Records drawn from a dataset
- - -
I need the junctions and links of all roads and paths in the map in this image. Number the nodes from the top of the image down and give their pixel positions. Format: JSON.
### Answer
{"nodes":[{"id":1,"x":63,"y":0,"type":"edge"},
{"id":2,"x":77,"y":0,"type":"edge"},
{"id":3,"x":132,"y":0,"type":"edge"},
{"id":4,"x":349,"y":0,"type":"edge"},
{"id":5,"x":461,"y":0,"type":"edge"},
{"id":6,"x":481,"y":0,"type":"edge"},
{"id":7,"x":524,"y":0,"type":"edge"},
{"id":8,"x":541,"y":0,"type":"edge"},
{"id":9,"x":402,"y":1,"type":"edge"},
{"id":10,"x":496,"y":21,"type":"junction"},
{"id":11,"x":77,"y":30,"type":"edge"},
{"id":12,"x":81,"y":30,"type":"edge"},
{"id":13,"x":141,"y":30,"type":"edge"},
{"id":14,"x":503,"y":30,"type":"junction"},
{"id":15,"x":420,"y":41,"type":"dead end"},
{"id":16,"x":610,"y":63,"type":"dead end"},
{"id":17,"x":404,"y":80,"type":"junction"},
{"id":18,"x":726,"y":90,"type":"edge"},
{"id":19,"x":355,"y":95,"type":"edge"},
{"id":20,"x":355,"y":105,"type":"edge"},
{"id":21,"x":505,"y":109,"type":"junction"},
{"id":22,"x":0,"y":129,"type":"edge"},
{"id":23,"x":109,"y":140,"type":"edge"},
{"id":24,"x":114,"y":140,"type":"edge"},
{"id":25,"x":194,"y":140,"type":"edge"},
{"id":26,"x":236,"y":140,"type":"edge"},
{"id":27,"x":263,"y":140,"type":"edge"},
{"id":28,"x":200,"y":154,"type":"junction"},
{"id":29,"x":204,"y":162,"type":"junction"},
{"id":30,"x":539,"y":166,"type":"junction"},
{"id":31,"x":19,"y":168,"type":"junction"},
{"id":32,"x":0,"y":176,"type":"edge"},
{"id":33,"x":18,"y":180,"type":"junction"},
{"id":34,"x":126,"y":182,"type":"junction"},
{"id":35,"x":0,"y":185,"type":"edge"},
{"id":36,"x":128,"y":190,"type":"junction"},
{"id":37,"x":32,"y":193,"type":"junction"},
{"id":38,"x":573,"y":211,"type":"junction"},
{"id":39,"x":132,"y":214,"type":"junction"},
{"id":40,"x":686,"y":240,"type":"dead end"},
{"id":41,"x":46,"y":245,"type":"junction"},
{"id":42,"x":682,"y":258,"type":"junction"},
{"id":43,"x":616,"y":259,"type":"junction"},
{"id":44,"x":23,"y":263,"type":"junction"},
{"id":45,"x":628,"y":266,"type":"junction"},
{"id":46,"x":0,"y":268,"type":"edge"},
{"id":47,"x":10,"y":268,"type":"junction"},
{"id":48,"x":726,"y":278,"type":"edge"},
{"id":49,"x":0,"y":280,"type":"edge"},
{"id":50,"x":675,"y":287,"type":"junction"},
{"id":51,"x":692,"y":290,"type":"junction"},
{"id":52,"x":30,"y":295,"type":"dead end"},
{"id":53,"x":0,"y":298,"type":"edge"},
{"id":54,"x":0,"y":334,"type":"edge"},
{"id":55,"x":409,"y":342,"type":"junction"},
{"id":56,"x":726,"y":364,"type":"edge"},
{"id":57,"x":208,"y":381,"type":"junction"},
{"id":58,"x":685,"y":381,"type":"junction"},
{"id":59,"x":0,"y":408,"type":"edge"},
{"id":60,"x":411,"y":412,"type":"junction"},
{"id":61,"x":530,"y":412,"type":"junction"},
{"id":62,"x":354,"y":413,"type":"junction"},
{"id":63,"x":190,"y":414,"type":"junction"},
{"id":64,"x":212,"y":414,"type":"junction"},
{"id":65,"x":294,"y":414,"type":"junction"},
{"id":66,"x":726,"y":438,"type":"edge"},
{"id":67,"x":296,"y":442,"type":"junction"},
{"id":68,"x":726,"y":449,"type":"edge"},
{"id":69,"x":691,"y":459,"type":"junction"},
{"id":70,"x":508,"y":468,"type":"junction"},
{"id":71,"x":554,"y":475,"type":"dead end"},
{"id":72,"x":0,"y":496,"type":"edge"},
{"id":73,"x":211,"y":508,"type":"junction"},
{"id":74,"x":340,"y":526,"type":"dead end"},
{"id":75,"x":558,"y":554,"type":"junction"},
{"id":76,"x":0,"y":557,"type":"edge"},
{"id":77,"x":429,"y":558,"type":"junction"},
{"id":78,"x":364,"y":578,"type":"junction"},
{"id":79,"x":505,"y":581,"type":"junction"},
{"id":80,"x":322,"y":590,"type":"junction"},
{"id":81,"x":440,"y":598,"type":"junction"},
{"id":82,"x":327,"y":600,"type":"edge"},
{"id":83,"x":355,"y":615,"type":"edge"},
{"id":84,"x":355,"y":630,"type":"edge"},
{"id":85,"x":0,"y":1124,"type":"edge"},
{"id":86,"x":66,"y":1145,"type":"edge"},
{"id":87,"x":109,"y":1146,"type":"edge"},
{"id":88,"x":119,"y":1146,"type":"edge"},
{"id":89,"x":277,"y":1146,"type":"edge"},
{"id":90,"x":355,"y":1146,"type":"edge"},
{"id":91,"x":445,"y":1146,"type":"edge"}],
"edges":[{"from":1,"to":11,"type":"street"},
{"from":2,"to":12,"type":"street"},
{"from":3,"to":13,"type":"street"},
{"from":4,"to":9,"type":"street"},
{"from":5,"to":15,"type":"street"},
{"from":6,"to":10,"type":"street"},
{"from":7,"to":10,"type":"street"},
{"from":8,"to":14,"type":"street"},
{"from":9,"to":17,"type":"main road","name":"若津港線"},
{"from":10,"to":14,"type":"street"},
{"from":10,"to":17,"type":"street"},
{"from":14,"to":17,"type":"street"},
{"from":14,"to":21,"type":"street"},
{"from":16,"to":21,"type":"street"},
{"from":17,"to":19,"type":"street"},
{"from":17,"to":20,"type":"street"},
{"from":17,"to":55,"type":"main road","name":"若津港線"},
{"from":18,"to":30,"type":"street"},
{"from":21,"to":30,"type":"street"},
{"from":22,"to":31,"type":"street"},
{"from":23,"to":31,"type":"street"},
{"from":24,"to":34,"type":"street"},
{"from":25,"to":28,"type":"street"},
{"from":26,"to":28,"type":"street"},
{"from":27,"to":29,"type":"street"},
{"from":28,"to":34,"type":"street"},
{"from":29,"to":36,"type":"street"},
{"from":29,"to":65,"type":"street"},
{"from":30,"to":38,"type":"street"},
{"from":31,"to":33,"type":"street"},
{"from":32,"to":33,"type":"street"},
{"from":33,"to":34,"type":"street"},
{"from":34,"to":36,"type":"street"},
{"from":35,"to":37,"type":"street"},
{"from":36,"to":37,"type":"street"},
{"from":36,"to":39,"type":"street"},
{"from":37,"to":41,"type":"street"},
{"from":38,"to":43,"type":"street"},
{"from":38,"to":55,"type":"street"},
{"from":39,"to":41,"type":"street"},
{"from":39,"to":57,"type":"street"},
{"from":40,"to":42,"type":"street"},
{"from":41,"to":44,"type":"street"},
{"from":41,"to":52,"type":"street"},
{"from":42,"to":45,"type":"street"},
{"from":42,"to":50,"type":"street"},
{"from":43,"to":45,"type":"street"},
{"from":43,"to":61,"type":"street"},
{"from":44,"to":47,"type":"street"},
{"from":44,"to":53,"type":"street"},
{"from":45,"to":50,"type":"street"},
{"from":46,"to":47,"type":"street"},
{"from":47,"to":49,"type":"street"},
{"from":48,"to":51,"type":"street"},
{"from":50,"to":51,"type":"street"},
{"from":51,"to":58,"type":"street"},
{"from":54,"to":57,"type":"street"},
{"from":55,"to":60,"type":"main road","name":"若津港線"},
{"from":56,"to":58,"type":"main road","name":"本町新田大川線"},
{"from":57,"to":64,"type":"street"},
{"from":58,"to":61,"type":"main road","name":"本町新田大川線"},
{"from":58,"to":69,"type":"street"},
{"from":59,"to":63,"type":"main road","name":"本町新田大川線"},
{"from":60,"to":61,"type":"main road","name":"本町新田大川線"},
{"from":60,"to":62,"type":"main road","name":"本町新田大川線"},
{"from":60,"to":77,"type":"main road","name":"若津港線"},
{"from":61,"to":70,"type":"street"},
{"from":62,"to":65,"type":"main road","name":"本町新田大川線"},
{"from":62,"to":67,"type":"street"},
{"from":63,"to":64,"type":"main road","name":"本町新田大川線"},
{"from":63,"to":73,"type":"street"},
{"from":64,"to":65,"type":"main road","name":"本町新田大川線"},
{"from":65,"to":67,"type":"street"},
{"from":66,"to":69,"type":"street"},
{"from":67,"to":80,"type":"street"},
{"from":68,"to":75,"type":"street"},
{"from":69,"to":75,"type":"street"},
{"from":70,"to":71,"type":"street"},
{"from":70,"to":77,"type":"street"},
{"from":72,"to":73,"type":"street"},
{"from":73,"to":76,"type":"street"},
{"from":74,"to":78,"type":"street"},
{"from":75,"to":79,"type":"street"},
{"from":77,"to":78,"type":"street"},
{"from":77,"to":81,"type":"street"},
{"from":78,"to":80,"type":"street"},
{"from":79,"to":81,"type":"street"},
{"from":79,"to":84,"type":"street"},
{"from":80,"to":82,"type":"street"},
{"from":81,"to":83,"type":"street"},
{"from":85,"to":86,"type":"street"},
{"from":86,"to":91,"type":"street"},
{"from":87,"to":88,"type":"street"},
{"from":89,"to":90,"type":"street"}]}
- - -
▶ _Instructions to follow_:
Go through the records and show every line with the string "本町新田大川線" in it.

▶ _Solution for this task_:
{"from":56,"to":58,"type":"main road","name":"本町新田大川線"},
{"from":58,"to":61,"type":"main road","name":"本町新田大川線"},
{"from":59,"to":63,"type":"main road","name":"本町新田大川線"},
{"from":60,"to":61,"type":"main road","name":"本町新田大川線"},
{"from":60,"to":62,"type":"main road","name":"本町新田大川線"},
{"from":62,"to":65,"type":"main road","name":"本町新田大川線"},
{"from":63,"to":64,"type":"main road","name":"本町新田大川線"},
{"from":64,"to":65,"type":"main road","name":"本町新田大川線"},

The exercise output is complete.